[PROBLEM DESCRIPTION] Would you give the entries below again in full, exactly as they stand?
———
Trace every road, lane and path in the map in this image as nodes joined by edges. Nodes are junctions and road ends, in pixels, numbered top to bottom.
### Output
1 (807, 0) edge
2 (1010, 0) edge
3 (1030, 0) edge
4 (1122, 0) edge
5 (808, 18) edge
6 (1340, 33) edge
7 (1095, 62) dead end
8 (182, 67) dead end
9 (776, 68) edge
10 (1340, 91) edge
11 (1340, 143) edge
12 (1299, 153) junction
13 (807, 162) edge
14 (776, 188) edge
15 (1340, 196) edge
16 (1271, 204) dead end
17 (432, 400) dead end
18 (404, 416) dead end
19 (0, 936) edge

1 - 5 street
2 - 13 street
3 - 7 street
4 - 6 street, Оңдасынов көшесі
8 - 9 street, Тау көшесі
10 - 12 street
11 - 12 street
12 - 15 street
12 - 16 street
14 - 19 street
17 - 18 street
———
[RESULT OF THE TASK]
Trace every road, lane and path in the map in this image as nodes joined by edges. Nodes are junctions and road ends, in pixels, numbered top to bottom.
### Output
1 (807, 0) edge
2 (1010, 0) edge
3 (1030, 0) edge
4 (1122, 0) edge
5 (808, 18) edge
6 (1340, 33) edge
7 (1095, 62) dead end
8 (182, 67) dead end
9 (776, 68) edge
10 (1340, 91) edge
11 (1340, 143) edge
12 (1299, 153) junction
13 (807, 162) edge
14 (776, 188) edge
15 (1340, 196) edge
16 (1271, 204) dead end
17 (432, 400) dead end
18 (404, 416) dead end
19 (0, 936) edge

1 - 5 street
2 - 13 street
3 - 7 street
4 - 6 street, Оңдасынов көшесі
8 - 9 street, Тау көшесі
10 - 12 street
11 - 12 street
12 - 15 street
12 - 16 street
14 - 19 street
17 - 18 street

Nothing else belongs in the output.